As a kid, I was never really that interested in climbing. The media makes it seem like a super macho, dangerous sport, and that didn’t intrigue me. Then a friend gave me I Chose To Climb [by Chris Bonington], and it gave me a much clearer idea of the sport. It’s pure adventure. The moment I touched rock, I was hooked. 


When I was learning to climb, I knew I was a knucklehead. There was no worrying about keeping my ego in check. I knew I was a liability, which was ultimately what kept me safe while I learned how to handle myself. 


When you hear about somebody going off to free solo [climbing without ropes or harnesses], you only hear about the times they climb, not the times they back off. But my wife sees all the times I turn around because I’m not comfortable, or the weather isn’t perfect, or I’m just not feeling it.
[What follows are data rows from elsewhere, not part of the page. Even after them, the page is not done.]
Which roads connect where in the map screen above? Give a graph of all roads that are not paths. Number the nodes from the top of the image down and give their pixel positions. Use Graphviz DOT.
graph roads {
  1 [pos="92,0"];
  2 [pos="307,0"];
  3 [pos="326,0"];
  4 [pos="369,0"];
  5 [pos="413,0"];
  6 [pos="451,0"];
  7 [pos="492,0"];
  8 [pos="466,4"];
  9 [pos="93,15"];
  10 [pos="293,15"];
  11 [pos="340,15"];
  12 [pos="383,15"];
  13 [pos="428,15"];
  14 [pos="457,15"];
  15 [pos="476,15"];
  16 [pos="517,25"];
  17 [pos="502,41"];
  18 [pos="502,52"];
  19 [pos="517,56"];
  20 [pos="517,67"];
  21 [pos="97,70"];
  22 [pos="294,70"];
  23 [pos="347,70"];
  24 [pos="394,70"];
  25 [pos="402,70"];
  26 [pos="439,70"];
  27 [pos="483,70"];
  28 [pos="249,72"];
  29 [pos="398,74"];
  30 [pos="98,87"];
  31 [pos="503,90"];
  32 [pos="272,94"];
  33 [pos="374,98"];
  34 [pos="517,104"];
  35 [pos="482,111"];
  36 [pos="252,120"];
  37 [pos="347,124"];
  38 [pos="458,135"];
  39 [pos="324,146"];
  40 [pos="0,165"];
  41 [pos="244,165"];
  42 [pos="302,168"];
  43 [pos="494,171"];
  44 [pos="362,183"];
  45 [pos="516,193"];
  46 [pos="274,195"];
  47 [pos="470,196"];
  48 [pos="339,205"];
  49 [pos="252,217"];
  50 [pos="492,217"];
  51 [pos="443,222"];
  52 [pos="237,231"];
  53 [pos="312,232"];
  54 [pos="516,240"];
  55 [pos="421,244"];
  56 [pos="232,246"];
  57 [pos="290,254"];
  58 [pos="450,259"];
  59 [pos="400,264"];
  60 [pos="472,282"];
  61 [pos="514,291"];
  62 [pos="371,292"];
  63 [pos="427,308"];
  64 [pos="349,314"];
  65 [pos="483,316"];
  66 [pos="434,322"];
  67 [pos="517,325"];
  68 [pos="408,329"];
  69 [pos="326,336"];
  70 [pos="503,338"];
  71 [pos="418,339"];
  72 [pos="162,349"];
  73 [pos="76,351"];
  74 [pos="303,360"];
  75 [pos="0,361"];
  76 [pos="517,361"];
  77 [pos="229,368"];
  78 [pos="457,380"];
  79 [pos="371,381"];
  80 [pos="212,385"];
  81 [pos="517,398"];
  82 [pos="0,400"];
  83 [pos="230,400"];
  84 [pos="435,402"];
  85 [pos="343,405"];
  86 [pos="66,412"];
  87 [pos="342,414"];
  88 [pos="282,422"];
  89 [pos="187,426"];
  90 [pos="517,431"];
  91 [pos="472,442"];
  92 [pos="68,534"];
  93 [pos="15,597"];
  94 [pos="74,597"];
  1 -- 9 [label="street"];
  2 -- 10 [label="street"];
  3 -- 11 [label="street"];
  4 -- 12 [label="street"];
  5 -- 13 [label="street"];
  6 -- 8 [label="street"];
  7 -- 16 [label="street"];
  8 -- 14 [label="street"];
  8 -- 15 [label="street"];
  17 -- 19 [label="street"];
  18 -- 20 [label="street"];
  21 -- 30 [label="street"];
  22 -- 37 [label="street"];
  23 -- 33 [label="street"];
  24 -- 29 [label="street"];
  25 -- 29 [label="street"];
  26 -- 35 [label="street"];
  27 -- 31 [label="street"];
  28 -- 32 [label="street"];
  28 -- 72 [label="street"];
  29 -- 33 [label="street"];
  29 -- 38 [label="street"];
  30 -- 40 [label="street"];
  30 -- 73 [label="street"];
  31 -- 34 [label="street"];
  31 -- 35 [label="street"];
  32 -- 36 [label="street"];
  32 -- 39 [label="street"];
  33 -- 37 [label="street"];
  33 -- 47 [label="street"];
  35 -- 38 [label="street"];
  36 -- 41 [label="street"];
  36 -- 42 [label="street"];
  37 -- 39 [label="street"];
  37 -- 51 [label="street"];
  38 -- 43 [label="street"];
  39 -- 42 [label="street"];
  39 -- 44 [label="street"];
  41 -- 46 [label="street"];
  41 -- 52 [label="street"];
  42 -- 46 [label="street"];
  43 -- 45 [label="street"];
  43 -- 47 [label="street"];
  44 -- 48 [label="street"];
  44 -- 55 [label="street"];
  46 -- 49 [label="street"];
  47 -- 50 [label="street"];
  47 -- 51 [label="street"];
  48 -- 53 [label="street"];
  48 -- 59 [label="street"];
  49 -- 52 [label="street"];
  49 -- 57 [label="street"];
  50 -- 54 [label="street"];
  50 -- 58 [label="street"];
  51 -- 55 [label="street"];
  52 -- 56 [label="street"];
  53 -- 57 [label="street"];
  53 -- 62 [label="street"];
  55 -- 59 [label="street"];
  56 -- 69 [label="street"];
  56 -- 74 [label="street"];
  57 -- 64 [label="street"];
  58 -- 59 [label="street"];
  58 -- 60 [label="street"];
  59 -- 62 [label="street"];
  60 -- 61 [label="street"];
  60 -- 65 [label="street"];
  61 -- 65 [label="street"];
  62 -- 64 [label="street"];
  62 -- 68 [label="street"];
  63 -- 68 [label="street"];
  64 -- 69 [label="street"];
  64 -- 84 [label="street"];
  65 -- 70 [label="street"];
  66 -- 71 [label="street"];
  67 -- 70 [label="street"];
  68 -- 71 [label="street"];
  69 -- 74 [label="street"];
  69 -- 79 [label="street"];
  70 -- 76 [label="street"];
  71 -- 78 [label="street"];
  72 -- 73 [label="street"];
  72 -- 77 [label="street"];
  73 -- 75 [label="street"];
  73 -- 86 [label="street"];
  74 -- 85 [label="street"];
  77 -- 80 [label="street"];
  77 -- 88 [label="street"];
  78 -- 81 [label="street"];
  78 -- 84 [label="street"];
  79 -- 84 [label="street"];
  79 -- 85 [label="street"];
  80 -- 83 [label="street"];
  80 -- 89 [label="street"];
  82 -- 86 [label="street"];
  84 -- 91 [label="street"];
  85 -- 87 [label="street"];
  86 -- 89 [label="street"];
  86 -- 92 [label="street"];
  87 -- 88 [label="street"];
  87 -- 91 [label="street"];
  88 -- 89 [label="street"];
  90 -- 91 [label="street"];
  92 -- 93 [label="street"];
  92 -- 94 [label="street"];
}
Being willing and able to back off makes free soloing a lot safer. 


The media doesn’t just report. It also leads trends. For example, speed ascents are great. In an alpine setting, speed can make things safer. But when the media over-simplifies those speed ascents, the climbing population focuses on the number of minutes it takes to complete a route, not the style in which the route was climbed. 


When I come out of the mountains I crave French fries. Maybe it’s the salt. You have to get the thick, homemade kind. I once hallucinated the smell of French fries. I was five miles from the nearest road, but I was so sure that somebody was cooking nearby. 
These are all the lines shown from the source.